After running this algorithm for file size half GB, it is observed that it takes around minutes to complete such computation whereas if same algorithm is implemented for computations only on CPU (,ie, no offloading to GPU), it is completed in few seconds. Any particular reason for such issue.

Welcome to the wonderful world of the PCIe bus bottleneck. Copying the data to the GPU and back is bandwidth limited.

The only way to get a performance benefit is if the time savings of GPU processing (vs the CPU) are bigger than the cost of copying the data to the GPU and the results back.

In other words: your XOR is too simple to provide a benefit. Try multiplying matrices with millions of elements.


Thank you. I did a tryout of only CPU to GPU data copying thousands of time and it is indeed a heavy operation.

Depending file size and the specifications of your mass storage subsystem, file processing can easily become I/O limited, creating an even more severe bottleneck than that represented by PCIe.

Your best bet is to minimize the number of transfers so the overhead becomes a smaller percentage of the overall time. For example, read the entire file into one big buffer and then transfer that to the GPU in one operation. If it is done in pieces then you will have the overhead in each piece.

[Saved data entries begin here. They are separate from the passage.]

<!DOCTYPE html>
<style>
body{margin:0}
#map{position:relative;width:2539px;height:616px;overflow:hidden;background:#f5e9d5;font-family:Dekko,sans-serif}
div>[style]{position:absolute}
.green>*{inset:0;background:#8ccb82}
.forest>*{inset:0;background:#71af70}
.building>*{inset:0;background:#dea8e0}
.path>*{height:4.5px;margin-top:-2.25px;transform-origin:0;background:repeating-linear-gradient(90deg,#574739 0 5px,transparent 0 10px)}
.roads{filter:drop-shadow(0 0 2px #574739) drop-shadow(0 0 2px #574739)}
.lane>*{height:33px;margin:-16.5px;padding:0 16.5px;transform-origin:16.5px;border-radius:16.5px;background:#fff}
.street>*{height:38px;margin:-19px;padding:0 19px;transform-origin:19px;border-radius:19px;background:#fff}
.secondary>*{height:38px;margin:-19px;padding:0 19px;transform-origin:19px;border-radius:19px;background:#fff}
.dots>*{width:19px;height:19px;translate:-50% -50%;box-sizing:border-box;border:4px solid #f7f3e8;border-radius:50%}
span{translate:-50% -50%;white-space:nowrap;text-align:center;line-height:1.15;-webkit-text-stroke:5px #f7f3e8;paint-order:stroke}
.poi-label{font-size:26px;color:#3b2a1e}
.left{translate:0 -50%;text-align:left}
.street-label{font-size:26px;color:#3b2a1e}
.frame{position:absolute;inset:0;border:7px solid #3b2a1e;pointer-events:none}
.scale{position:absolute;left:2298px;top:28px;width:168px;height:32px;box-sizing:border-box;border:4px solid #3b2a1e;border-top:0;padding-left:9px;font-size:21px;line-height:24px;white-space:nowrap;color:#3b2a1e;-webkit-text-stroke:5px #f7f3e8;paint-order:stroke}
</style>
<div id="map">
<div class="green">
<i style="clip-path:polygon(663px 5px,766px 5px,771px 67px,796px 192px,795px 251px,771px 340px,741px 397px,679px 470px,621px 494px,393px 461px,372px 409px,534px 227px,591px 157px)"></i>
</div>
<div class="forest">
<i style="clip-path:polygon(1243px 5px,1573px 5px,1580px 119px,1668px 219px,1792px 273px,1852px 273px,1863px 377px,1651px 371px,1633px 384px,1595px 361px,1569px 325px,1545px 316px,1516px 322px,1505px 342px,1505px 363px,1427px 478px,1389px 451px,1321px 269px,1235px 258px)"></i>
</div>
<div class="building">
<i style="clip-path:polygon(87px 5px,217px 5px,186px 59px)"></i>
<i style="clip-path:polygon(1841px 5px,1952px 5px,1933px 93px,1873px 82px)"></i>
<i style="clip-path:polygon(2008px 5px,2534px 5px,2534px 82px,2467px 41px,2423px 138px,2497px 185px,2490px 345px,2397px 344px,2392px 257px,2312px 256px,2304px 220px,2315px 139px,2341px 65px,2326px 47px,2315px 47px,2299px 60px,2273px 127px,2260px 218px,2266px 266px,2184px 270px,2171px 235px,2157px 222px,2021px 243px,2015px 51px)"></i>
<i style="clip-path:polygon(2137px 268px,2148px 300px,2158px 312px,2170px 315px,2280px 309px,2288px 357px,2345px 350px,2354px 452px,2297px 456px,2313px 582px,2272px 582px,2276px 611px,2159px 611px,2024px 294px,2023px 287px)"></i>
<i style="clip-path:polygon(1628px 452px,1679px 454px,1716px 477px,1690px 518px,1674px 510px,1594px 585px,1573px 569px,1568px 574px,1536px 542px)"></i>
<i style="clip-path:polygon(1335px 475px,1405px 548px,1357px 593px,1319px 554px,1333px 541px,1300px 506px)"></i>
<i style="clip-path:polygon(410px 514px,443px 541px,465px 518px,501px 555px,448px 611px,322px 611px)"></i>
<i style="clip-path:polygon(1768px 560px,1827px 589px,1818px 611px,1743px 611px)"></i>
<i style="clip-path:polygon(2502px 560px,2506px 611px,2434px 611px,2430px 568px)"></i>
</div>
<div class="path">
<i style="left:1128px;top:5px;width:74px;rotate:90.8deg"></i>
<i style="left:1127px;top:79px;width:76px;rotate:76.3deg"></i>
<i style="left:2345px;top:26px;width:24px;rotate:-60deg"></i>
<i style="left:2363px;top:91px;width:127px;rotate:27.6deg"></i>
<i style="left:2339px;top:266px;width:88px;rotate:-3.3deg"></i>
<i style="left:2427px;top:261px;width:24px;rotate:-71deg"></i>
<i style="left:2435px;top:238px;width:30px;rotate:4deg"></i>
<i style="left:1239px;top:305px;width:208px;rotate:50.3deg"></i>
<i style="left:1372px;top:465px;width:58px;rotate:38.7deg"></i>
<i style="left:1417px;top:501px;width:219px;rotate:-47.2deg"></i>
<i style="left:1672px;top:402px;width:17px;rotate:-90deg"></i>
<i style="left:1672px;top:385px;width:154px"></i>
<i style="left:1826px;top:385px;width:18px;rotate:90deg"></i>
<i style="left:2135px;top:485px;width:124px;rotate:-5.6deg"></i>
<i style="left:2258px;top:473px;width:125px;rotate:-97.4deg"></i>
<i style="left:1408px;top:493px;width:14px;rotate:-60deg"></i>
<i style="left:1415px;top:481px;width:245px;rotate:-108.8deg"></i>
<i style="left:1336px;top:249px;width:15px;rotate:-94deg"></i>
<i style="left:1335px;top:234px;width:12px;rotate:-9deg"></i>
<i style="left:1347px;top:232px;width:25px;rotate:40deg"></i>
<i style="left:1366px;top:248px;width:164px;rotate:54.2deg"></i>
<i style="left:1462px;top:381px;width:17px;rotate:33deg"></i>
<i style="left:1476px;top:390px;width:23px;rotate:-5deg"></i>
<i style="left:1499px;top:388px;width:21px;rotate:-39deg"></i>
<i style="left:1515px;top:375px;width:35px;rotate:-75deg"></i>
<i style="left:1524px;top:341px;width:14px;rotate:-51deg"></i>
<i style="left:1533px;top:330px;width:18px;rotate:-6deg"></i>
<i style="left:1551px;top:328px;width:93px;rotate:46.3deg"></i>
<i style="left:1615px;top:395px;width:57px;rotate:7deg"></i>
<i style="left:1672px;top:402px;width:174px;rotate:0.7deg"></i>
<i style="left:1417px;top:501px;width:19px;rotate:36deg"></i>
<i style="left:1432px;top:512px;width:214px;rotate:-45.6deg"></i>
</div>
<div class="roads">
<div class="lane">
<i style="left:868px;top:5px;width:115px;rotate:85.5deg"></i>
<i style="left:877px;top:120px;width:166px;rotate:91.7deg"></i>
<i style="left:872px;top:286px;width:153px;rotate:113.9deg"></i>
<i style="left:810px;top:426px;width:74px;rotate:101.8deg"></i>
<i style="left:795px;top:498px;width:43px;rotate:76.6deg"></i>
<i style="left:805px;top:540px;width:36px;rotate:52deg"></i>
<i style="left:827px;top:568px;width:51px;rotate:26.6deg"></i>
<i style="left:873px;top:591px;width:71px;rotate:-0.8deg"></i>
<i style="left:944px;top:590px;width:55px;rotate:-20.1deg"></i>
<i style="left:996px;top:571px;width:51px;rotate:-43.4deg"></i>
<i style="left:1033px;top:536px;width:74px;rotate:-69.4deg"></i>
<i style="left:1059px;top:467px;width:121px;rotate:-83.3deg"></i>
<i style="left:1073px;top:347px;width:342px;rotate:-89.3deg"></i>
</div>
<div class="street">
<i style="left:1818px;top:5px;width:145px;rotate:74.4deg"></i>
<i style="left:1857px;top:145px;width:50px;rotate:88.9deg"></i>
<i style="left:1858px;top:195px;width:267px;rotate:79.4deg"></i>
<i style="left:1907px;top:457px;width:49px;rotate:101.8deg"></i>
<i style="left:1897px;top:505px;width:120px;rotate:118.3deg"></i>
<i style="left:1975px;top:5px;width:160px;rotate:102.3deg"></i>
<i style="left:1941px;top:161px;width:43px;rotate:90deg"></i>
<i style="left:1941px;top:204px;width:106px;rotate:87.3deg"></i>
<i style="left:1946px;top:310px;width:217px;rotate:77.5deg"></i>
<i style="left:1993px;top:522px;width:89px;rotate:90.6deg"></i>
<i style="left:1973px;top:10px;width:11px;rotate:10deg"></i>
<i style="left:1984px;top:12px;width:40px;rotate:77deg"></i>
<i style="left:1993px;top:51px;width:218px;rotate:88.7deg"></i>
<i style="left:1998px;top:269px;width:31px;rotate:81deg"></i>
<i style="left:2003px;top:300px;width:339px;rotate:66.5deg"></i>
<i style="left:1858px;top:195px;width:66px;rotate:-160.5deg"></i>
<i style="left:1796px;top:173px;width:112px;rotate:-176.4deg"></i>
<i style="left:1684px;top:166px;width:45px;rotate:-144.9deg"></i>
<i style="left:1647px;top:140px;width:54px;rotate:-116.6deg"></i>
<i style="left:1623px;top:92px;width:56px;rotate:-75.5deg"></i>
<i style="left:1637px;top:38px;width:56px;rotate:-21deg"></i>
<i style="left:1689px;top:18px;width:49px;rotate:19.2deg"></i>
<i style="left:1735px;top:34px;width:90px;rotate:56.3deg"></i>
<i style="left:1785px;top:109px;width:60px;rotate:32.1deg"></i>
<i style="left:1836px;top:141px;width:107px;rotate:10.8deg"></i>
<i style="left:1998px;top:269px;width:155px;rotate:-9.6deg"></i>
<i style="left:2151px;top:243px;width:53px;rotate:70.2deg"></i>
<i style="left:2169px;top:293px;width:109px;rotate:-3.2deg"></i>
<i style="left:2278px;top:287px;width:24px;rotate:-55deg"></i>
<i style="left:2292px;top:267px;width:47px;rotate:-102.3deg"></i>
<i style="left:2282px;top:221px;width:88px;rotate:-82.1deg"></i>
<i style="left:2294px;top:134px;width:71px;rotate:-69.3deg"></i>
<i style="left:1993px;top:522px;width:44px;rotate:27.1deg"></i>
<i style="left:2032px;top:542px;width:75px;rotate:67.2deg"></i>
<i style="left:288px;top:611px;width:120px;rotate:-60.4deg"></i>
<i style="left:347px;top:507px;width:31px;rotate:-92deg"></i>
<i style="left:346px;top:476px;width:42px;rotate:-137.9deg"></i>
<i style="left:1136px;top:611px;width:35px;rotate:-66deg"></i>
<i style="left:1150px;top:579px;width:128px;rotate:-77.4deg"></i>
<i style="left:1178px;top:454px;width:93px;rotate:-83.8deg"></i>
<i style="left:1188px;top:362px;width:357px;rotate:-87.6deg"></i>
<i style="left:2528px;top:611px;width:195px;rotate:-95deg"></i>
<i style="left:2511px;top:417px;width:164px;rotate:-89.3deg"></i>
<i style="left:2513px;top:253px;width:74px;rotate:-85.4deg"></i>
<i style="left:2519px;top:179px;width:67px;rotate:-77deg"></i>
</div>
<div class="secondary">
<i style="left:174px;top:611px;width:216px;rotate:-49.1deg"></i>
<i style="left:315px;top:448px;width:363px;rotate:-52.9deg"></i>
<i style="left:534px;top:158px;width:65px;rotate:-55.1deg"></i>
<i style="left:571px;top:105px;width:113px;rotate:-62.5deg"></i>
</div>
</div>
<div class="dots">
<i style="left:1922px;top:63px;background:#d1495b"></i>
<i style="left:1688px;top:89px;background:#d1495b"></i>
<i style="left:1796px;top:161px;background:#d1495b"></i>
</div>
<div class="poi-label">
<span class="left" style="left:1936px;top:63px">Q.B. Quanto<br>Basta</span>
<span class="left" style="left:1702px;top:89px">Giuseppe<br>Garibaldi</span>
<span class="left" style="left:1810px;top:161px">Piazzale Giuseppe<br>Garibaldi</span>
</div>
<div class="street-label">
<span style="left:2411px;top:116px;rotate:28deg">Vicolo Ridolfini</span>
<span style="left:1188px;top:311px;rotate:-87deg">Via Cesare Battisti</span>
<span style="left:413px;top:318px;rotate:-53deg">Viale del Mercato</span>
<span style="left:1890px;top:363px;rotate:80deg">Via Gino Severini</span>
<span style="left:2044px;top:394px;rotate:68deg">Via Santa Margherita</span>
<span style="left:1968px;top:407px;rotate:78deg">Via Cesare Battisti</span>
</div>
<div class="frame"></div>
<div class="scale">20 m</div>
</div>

You may be doing this already but it isn’t clear because you wrote ReadFile[1024 Bytes] and then the file is a half GB. I advocate reading that entire half GB into one buffer and transferring all of that in one go to the GPU. That will reduce the overhead to a minimum.

Also using pinned (page locked) host memory will speed things up

Thanks. This works with the same tryout for me.
The problem of performance issue comes to picture if after computation on GPU we’re waiting for results before going for next read.

Is that a true dependency (you need the result from the GPU to decide what to read next) or a false dependency caused by the structure of your code?

GPU kernel launches are asynchronous, so you should be able to overlap GPU kernel work with host-side work such as loading the next chunk of a file. Ideally you would build a nice pipeline that streams data through the GPU as fast as the slowest pipeline portion will allow. A double-buffering scheme might help with this, for example.